To do
Output all records below verbatim.

Data for this exercise
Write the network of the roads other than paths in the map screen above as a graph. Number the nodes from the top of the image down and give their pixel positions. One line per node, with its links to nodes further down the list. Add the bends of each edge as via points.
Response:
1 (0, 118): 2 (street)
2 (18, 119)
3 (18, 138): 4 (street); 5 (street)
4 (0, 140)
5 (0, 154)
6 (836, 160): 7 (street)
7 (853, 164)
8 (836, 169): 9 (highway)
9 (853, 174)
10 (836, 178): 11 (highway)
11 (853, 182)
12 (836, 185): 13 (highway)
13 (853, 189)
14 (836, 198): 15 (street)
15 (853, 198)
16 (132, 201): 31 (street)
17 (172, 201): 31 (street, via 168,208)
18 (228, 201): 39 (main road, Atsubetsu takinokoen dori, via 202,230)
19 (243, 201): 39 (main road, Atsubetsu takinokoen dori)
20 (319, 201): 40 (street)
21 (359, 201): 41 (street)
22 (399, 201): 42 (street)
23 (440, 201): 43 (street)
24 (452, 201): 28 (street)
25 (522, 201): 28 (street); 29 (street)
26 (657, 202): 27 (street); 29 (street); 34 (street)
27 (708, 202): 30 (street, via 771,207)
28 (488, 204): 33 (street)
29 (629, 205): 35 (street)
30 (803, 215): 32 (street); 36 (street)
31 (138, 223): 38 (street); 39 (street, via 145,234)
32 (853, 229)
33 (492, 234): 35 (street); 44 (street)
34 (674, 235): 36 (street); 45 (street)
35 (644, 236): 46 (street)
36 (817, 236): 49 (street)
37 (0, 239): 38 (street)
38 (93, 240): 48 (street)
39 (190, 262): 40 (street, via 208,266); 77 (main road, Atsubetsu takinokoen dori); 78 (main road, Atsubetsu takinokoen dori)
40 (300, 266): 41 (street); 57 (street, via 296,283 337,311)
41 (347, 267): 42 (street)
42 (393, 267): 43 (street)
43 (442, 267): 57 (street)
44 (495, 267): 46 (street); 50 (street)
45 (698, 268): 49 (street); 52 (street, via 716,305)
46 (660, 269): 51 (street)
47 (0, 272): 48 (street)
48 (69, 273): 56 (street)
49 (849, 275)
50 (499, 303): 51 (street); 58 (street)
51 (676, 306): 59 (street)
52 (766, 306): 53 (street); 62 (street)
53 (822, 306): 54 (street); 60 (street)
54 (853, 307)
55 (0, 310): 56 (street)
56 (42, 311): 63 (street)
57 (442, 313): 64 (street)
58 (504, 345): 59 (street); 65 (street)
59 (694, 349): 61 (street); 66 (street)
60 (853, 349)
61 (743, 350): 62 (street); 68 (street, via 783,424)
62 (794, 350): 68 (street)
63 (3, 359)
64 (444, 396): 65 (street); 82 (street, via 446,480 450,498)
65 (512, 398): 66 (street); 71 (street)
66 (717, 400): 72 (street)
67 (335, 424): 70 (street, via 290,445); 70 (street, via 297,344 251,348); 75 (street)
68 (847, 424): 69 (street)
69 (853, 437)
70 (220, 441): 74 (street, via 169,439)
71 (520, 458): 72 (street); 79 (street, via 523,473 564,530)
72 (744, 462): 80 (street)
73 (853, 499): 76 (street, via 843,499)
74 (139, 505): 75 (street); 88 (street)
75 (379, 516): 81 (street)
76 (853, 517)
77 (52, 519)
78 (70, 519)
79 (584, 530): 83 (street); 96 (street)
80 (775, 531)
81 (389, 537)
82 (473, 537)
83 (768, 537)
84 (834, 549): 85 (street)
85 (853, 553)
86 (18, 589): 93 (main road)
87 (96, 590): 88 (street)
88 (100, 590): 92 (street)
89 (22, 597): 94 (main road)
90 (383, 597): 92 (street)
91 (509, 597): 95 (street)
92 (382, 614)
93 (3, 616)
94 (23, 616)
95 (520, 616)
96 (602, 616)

Answer section
Write the network of the roads other than paths in the map screen above as a graph. Number the nodes from the top of the image down and give their pixel positions. One line per node, with its links to nodes further down the list. Add the bends of each edge as via points.
Response:
1 (0, 118): 2 (street)
2 (18, 119)
3 (18, 138): 4 (street); 5 (street)
4 (0, 140)
5 (0, 154)
6 (836, 160): 7 (street)
7 (853, 164)
8 (836, 169): 9 (highway)
9 (853, 174)
10 (836, 178): 11 (highway)
11 (853, 182)
12 (836, 185): 13 (highway)
13 (853, 189)
14 (836, 198): 15 (street)
15 (853, 198)
16 (132, 201): 31 (street)
17 (172, 201): 31 (street, via 168,208)
18 (228, 201): 39 (main road, Atsubetsu takinokoen dori, via 202,230)
19 (243, 201): 39 (main road, Atsubetsu takinokoen dori)
20 (319, 201): 40 (street)
21 (359, 201): 41 (street)
22 (399, 201): 42 (street)
23 (440, 201): 43 (street)
24 (452, 201): 28 (street)
25 (522, 201): 28 (street); 29 (street)
26 (657, 202): 27 (street); 29 (street); 34 (street)
27 (708, 202): 30 (street, via 771,207)
28 (488, 204): 33 (street)
29 (629, 205): 35 (street)
30 (803, 215): 32 (street); 36 (street)
31 (138, 223): 38 (street); 39 (street, via 145,234)
32 (853, 229)
33 (492, 234): 35 (street); 44 (street)
34 (674, 235): 36 (street); 45 (street)
35 (644, 236): 46 (street)
36 (817, 236): 49 (street)
37 (0, 239): 38 (street)
38 (93, 240): 48 (street)
39 (190, 262): 40 (street, via 208,266); 77 (main road, Atsubetsu takinokoen dori); 78 (main road, Atsubetsu takinokoen dori)
40 (300, 266): 41 (street); 57 (street, via 296,283 337,311)
41 (347, 267): 42 (street)
42 (393, 267): 43 (street)
43 (442, 267): 57 (street)
44 (495, 267): 46 (street); 50 (street)
45 (698, 268): 49 (street); 52 (street, via 716,305)
46 (660, 269): 51 (street)
47 (0, 272): 48 (street)
48 (69, 273): 56 (street)
49 (849, 275)
50 (499, 303): 51 (street); 58 (street)
51 (676, 306): 59 (street)
52 (766, 306): 53 (street); 62 (street)
53 (822, 306): 54 (street); 60 (street)
54 (853, 307)
55 (0, 310): 56 (street)
56 (42, 311): 63 (street)
57 (442, 313): 64 (street)
58 (504, 345): 59 (street); 65 (street)
59 (694, 349): 61 (street); 66 (street)
60 (853, 349)
61 (743, 350): 62 (street); 68 (street, via 783,424)
62 (794, 350): 68 (street)
63 (3, 359)
64 (444, 396): 65 (street); 82 (street, via 446,480 450,498)
65 (512, 398): 66 (street); 71 (street)
66 (717, 400): 72 (street)
67 (335, 424): 70 (street, via 290,445); 70 (street, via 297,344 251,348); 75 (street)
68 (847, 424): 69 (street)
69 (853, 437)
70 (220, 441): 74 (street, via 169,439)
71 (520, 458): 72 (street); 79 (street, via 523,473 564,530)
72 (744, 462): 80 (street)
73 (853, 499): 76 (street, via 843,499)
74 (139, 505): 75 (street); 88 (street)
75 (379, 516): 81 (street)
76 (853, 517)
77 (52, 519)
78 (70, 519)
79 (584, 530): 83 (street); 96 (street)
80 (775, 531)
81 (389, 537)
82 (473, 537)
83 (768, 537)
84 (834, 549): 85 (street)
85 (853, 553)
86 (18, 589): 93 (main road)
87 (96, 590): 88 (street)
88 (100, 590): 92 (street)
89 (22, 597): 94 (main road)
90 (383, 597): 92 (street)
91 (509, 597): 95 (street)
92 (382, 614)
93 (3, 616)
94 (23, 616)
95 (520, 616)
96 (602, 616)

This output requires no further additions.